If a line in the data below contains "tunnel", copy it.

Start of THE INPUT

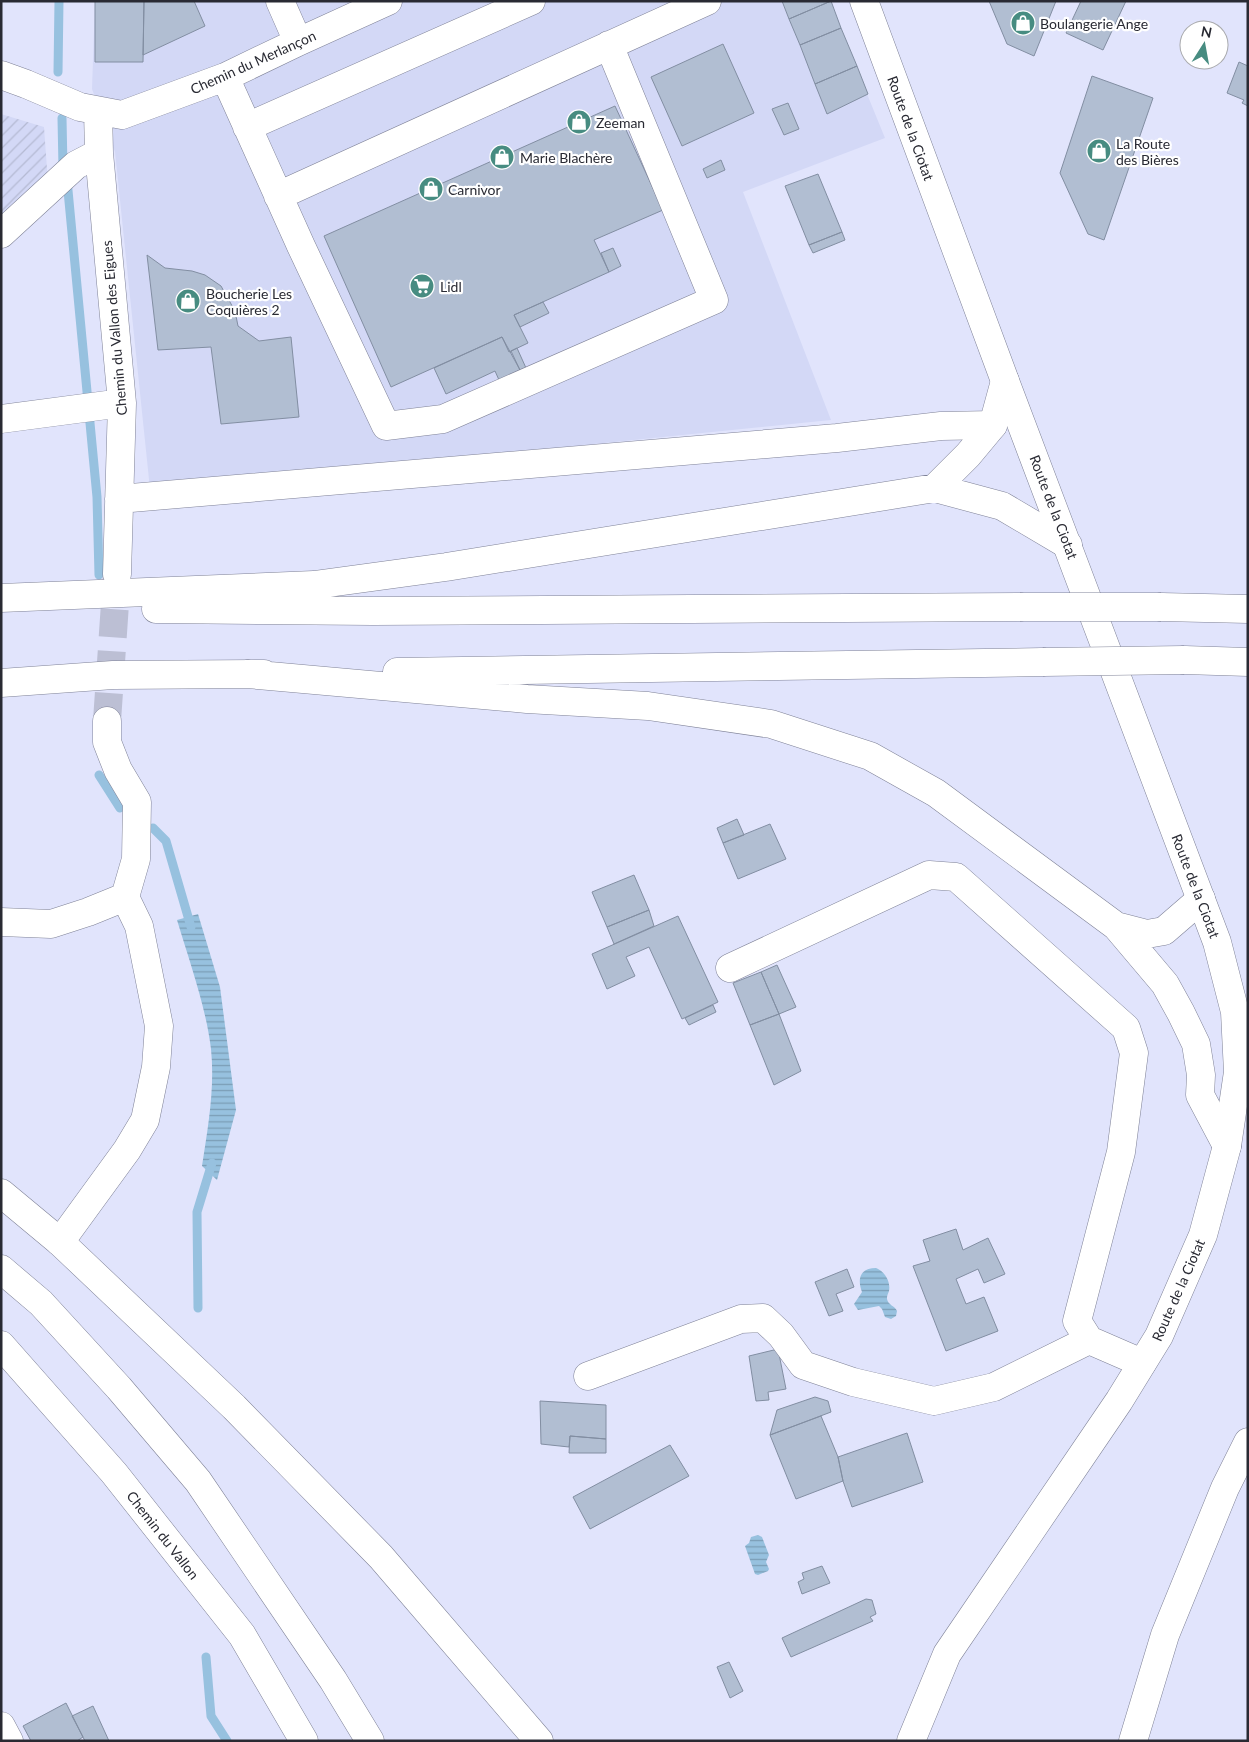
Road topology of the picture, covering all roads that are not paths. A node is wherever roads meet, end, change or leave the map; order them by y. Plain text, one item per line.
1 (280, 1) edge
2 (388, 1) edge
3 (531, 1) edge
4 (707, 1) edge
5 (864, 1) edge
6 (298, 42) junction
7 (609, 46) junction
8 (1, 75) edge
9 (225, 77) junction
10 (98, 111) junction
11 (247, 127) junction
12 (87, 159) junction
13 (278, 196) junction
14 (1, 234) edge
15 (1006, 381) junction
16 (100, 406) junction
17 (1, 419) edge
18 (993, 425) junction
19 (935, 488) junction
20 (119, 499) junction
21 (1068, 545) junction
22 (117, 574) tunnel mouth
23 (1, 598) edge
24 (1, 607) edge
25 (1248, 609) edge
26 (1248, 662) edge
27 (247, 674) junction
28 (1, 683) edge
29 (107, 721) tunnel mouth
30 (125, 897) junction
31 (1201, 899) junction
32 (1, 922) edge
33 (1116, 926) junction
34 (730, 968) dead end
35 (1227, 1146) junction
36 (1, 1193) edge
37 (60, 1242) junction
38 (1, 1269) edge
39 (1089, 1340) junction
40 (4, 1351) edge
41 (1142, 1363) junction
42 (588, 1376) dead end
43 (1248, 1442) edge
44 (1, 1726) edge
45 (9, 1741) edge
46 (304, 1741) edge
47 (370, 1741) edge
48 (538, 1741) edge
49 (911, 1741) edge
50 (1133, 1741) edge

1 - 6 main road
2 - 6 main road, Chemin du Merlançon
3 - 11 main road
4 - 7 main road
5 - 15 main road, Route de la Ciotat
6 - 9 main road, Chemin du Merlançon
7 - 13 main road
7 - 13 main road
8 - 10 main road, Chemin du Merlançon
9 - 10 main road, Chemin du Merlançon
9 - 11 main road
10 - 12 main road, Chemin du Vallon des Eigues
11 - 13 main road
12 - 14 main road
12 - 16 main road, Chemin du Vallon des Eigues
15 - 18 main road
15 - 21 main road, Route de la Ciotat
16 - 17 main road
16 - 20 main road, Chemin du Vallon des Eigues
18 - 19 main road
18 - 20 main road
19 - 21 main road
19 - 23 main road
20 - 22 main road, Chemin du Vallon des Eigues
21 - 31 main road, Route de la Ciotat
24 - 25 main road, bridge
26 - 27 main road, bridge
27 - 28 main road
27 - 33 main road
29 - 30 main road
30 - 32 main road
30 - 37 main road
31 - 33 main road
31 - 35 main road, Route de la Ciotat
33 - 35 main road
34 - 39 main road
35 - 41 main road, Route de la Ciotat
36 - 37 main road
37 - 48 main road
38 - 47 main road
39 - 41 main road
39 - 42 main road
40 - 46 main road, Chemin du Vallon
41 - 49 main road, Route de la Ciotat
43 - 50 main road
44 - 45 main road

End of THE INPUT

» **EXERCISE ANSWER**:
22 (117, 574) tunnel mouth
29 (107, 721) tunnel mouth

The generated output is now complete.